On the farm radio show “The Muster” host Andy Thompson said there was fear and confusion in the farming community.
The “Farmers’ Weekly” quoted an Ashburton lawyer who said The extent of MPI’s search and surveillance powers over farmers exceeded what police had over suspected drug dealers “but, more significantly, add to the stress many farmers are already under dealing with this disease.”
“It flies in the face of all the messages that MPI wants to work alongside farmers to eradicate the disease,” said Kirsten Maclean.
Host of “the Country” Jamie Mackay suggested to O’Connor that the new legislation would allow MPI officials to come “jackbooting” on to farms.
At the core of the debate is a provision in the Act which extends an existing law which allows an MPI officials to go on to a farm without a search warrant to “inspect’ the farm if the Ministry suspects there is an issue with the National Animal Tracing and Identification system (NAIT)
The law does not allow the official to enter the farmhouse and it requires that they confine their activities to inspection.
Under the new law, they would be given the same powers to conduct their “inspection” as they would have if they were carrying out a search under a warrant including the power to “seize” material that might be useful to any investigation.
Those powers also include the ability to use force.
A more measured response came from a former National Minister of Agriculture, David Carter, during debate in Parliament on the legislation last Wednesday night.
“I want to know about these increased powers of search and surveillance, because it’s been explained to me, by the officials, that it now means a NAIT office can come on to my farm and, with the powers in this legislation, can grab all my financial records, can take any records that they want, and I can do nothing about it
“That’s what it seems to me, and the officials were unable to deny it.
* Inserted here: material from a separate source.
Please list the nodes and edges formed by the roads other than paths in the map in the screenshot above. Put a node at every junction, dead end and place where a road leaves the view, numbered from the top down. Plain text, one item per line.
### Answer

“Carter said officials had told him the officers could not come into his house.
“Well, Damien O’Connor knows how the farming industry works.
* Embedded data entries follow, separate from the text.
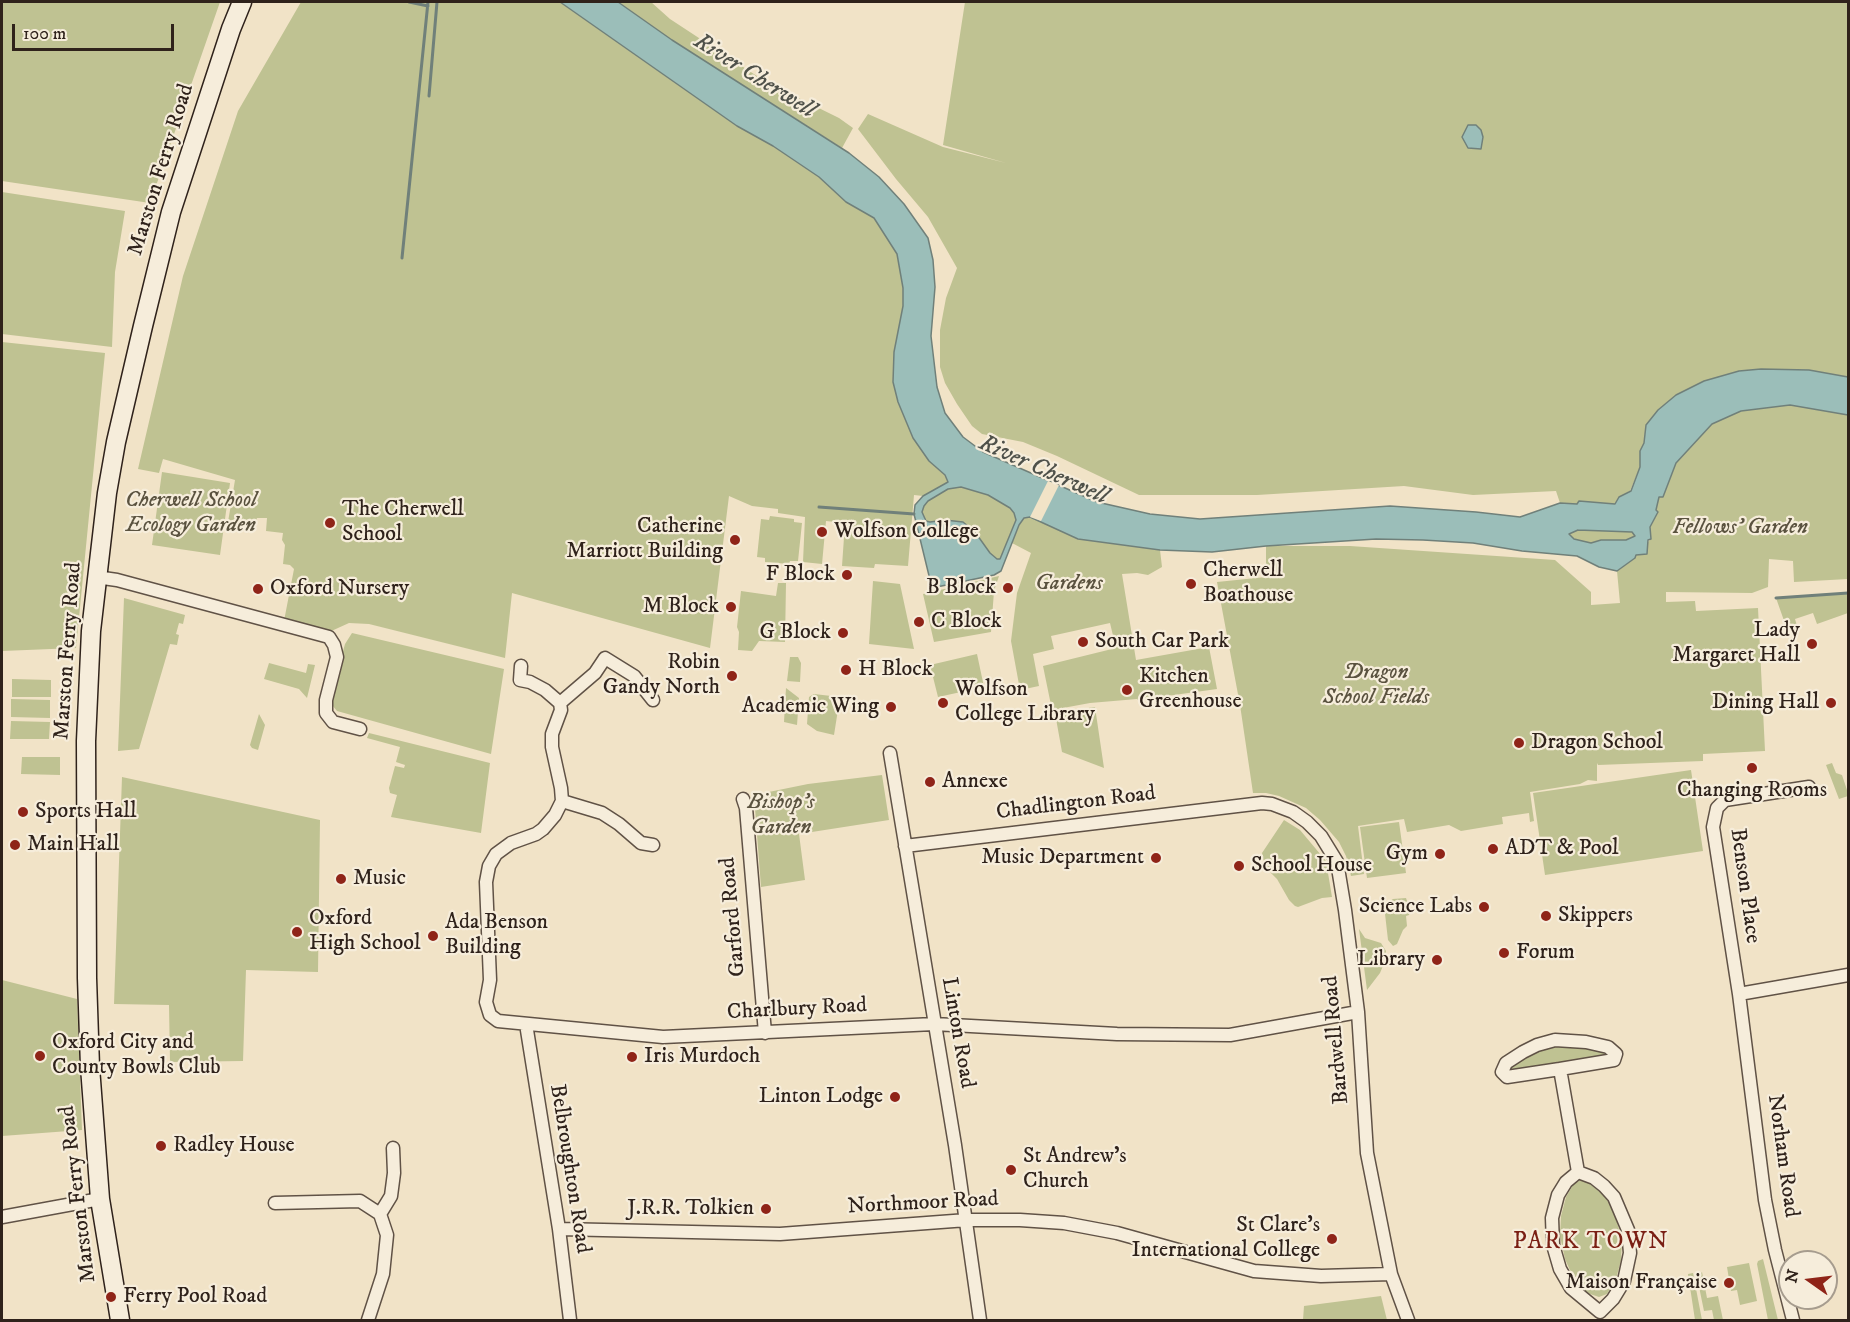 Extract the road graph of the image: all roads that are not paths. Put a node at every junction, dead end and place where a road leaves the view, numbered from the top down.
1 (242, 2) edge
2 (96, 577) junction
3 (521, 666) dead end
4 (652, 700) dead end
5 (560, 703) junction
6 (360, 729) dead end
7 (890, 753) dead end
8 (1809, 788) dead end
9 (742, 799) dead end
10 (562, 801) junction
11 (1252, 803) joint
12 (653, 845) dead end
13 (905, 846) junction
14 (1848, 975) edge
15 (1739, 994) junction
16 (1358, 1012) junction
17 (526, 1024) junction
18 (934, 1024) junction
19 (765, 1033) junction
20 (1560, 1070) junction
21 (393, 1148) dead end
22 (1578, 1172) junction
23 (100, 1198) junction
24 (275, 1203) dead end
25 (380, 1214) junction
26 (2, 1216) edge
27 (967, 1220) junction
28 (558, 1229) junction
29 (1391, 1274) junction
30 (1600, 1316) edge
31 (120, 1320) edge
32 (368, 1320) edge
33 (570, 1320) edge
34 (980, 1320) edge
35 (1408, 1320) edge
36 (1793, 1320) edge

1 - 2 main road, Marston Ferry Road
2 - 6 street
2 - 23 main road, Marston Ferry Road
3 - 5 street
4 - 5 street
5 - 10 street
7 - 13 street, Linton Road
8 - 15 street, Benson Place
9 - 19 street, Garford Road
10 - 12 street
10 - 17 street, Charlbury Road
11 - 13 street, Chadlington Road
11 - 16 street, Bardwell Road
13 - 18 street, Linton Road
14 - 15 street
15 - 36 street, Norham Road
16 - 18 street, Charlbury Road
16 - 29 street, Bardwell Road
17 - 19 street, Charlbury Road
17 - 28 street, Belbroughton Road
18 - 19 street, Charlbury Road
18 - 27 street, Linton Road
20 - 20 street
20 - 22 street
21 - 25 street
22 - 30 street
22 - 30 street
23 - 26 street
23 - 31 main road, Marston Ferry Road
24 - 25 street
25 - 32 street
27 - 28 street, Northmoor Road
27 - 29 street, Northmoor Road
27 - 34 street, Linton Road
28 - 33 street, Belbroughton Road
29 - 35 street, Bardwell Road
“When you get a visitor, the first thing you do is say, Come in. We’ll sit around the kitchen table in my house.
“In other words, inadvertently the farmer has invited the officer into the house, and that gives that officer the chance to seize any information he or she wants. “
O’Connor replied saying MPI officials were entitled to go into a property, but not a house, without a warrant if they believed compliance had not been adhered to.
“And when there, they are able to lawfully seize what they believe might be useful property,” he said.
He said the reason for this was that in investigating M Bovis, MPI had found it had only a limited ability to go and get the information it needed.
“They want the people who are blatantly disregarding the law to be caught and penalised and prosecuted,” he said.
“And we need to be able to get the information to do that when we believe that a farmer is noncompliant when they might go on to a property to try and verify that.
“And if they see evidence that they think would be useful, at the moment they can’t seize it.
“So we believe they should be able to.”
National MP, Gerry Brownlee, said to be one the stronger opponents of the legislation in the National caucus, said the bill granted extraordinary powers to a small group of people who hadn’t use their existing powers properly.
“I don’t for one minute think that there would have been the mistakes that were made in original investigations in the M. bovis problem had there been proper warrants sought and perhaps even police assistance in getting the information required for prosecutions,” he said.
National has been through these sorts of rural uprisings before; in 2015 it was the rural members of the party who pressured their MPs over the way it was proposed new heal5th and safety legislation would apply to farms.
But then National was in Government and could easily change things.
Now it is in opposition, and it has allowed the offending legislation to pass and is therefore left impotent to make any changes.
However, the present legislation has been rushed, and O’Connor says he will present a more considered Bill to Parliament later in the year.
Labour is promising a complete rewrite of the M Bovis legislation by the end of the year.
They should expect a more robust response from the Opposition then.